2- A relutância dos Alemães. A
maioria dos Alemães parece ainda estar vacinada contra um excesso de
protagonismo externo por parte de Berlim e ressente-se com a reacção agressiva
de outros países europeus ao protagonismo alemão. A utilização de símbolos
nazis é percepcionada como injusta e ofensiva. Para agravar a situação, a
percepção que os Alemães têm da crise é a de que os povos do sul da Europa
gastaram o que tinham e o que não tinham e que ainda querem ajuda do Norte para
sair de apuros.
Não obstante as dificuldades, os factos mostram-nos uma
EU crescentemente germanizada. Por um lado, a EU e o euro são instrumentais
para sustentar a máquina exportadora germânica. Por outro lado, os Estados do
arco da crise apresentam-se de tal modo assustados e condicionados que parecem
aceitar sem grande discussão o resvalar para uma situação de protectorado.
Esta situação não deve mudar de forma substancial após
as eleições. A CDU-CSU vai ganhar e Angela Merkel continuará na Chancelaria à
frente de uma coligação dominada pelo seu partido, pelo que não se deverá
esperar mais do que uns ajustamentos e alguma flexibilidade.
Retomando a citação de Thomas Mann, velha de 60 anos, diria que
tivemos uma European Germany e cada vez mais temos uma German Europe. Veremos
até quando, até onde e com que custos e benefícios. A História aponta para uma
relação custo-benefício bastante desfavorável. Por convicção e princípio, penso
que é uma evolução muito negativa.
4 comentários:
Deus nos livre de uma German Europe! A última vez que tal aconteceu foi uma calamidade!!!
Cristina
Rui, sem querer aqui defender a Alemanha (nem Merkel, no que muitas vezes ambos se confundem - erradamente - no mesmo):
1. Quando invocas a resistência da maior parte dos povos europeus a um papel de liderança da Alemanha, mais pareces um daqueles políticos histéricos de esquerda ou de extrema-esquerda que vocifera, com estonteante convicção, as suas certezas acerca das certas do "povo". Daí a deixar-te uma interrogação: como podes afiançar que este anticorpo é convicção da maioria dos povos europeus?!

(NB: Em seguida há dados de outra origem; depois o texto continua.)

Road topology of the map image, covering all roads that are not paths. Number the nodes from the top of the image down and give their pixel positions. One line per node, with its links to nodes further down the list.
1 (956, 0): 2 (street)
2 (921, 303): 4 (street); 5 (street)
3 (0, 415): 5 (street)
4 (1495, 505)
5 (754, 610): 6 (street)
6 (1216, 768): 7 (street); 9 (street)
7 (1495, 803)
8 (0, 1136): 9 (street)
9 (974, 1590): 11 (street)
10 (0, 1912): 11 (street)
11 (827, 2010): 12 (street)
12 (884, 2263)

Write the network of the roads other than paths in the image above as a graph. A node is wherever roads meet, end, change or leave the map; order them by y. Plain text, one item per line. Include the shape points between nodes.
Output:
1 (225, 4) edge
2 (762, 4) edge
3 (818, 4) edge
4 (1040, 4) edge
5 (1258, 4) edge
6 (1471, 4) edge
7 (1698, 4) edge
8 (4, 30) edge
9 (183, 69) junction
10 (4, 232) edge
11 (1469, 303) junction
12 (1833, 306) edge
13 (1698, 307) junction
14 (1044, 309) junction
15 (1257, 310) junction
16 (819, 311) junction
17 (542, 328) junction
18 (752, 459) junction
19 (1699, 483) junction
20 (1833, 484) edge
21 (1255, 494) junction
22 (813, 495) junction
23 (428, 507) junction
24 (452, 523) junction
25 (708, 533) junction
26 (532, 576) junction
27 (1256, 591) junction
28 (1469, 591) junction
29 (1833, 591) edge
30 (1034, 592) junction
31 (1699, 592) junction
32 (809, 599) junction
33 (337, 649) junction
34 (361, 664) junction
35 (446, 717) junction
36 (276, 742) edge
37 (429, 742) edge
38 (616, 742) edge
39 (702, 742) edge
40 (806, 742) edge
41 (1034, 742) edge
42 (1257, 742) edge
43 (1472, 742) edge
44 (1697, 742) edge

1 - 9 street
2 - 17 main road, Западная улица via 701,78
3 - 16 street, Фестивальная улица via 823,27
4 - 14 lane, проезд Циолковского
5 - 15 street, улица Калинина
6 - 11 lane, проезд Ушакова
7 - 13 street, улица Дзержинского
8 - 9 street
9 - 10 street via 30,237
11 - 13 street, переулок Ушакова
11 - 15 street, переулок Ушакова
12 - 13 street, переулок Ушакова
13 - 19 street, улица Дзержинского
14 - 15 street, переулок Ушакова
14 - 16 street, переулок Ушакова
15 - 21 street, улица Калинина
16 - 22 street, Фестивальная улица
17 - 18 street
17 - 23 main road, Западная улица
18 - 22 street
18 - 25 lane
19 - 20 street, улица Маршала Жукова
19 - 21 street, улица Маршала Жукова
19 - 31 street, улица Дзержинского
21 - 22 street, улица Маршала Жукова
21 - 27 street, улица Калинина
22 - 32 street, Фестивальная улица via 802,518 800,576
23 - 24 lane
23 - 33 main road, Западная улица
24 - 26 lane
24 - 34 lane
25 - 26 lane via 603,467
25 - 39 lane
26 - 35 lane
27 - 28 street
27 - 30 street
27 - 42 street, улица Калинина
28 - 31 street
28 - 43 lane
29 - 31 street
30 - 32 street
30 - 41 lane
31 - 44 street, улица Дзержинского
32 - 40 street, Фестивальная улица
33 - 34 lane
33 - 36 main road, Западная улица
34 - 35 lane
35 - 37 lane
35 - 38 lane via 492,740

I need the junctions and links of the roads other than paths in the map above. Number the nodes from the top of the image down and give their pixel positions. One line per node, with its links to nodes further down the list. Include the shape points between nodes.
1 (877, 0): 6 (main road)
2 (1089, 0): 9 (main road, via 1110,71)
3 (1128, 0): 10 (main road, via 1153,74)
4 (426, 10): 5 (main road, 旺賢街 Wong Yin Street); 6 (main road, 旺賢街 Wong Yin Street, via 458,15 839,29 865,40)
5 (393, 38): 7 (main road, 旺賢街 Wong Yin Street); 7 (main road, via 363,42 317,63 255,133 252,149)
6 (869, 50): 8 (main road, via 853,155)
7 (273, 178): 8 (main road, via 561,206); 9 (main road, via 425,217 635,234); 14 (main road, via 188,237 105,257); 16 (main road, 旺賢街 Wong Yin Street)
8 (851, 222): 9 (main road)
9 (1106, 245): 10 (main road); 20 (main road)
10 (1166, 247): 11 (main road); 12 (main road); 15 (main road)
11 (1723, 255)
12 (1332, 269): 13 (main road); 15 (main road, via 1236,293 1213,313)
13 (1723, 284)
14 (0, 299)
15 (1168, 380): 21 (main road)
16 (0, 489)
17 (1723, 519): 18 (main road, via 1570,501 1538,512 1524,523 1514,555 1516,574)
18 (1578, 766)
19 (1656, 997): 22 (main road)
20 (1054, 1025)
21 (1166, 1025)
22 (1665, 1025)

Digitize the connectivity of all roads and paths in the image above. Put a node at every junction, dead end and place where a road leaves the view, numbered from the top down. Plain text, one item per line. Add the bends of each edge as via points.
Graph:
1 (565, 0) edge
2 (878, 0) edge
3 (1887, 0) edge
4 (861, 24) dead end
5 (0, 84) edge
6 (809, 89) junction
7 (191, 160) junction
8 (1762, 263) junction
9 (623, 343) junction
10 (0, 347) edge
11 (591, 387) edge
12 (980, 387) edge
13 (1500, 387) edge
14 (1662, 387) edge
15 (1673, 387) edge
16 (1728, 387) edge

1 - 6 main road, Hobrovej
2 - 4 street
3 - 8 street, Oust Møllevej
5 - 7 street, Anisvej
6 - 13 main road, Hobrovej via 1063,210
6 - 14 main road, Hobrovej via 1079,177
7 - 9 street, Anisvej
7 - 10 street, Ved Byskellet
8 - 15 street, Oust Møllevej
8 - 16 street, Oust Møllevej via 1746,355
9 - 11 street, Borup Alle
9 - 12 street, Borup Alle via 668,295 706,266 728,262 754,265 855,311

2. Os resultados das eleições de hoje desmentem o teu segundo postulado (a maioria dos alemães não quererem o protagonismo externo do país): se Merkel é o espelho de um putativo imperialismo germânico via UE, a maior parte dos eleitores está com a senhora. Se calhar estão devidamente "endoutrinados" (num termo candidato a neologismo que já por aqui li)...
Um abraço
Nem mais Cristina!
Paulo,
Ultimamente, quando discordas de mim gostas de me colar um rótulo de extrema esquerda. Não resulta. Eu acho o papel da Alemanha miserável do ponto de vista do interesse de Portugal e acho que temos um governo espúrio que está a espatifar o país. Se o PCP e o BE pensam o mesmo que eu, não é por esse motivo que eu vou mudar.
Não, não tenho um estudo científico com a opinião que os europeus não-germânicos têm da Alemanha; sei que não gostas , mas é uma percepção decorrente de dados e informações diversas.
O voto na Merkel não decorre de uma aspiração imperial, mas fundamentalmente de razões de política e economia doméstica da Alemanha.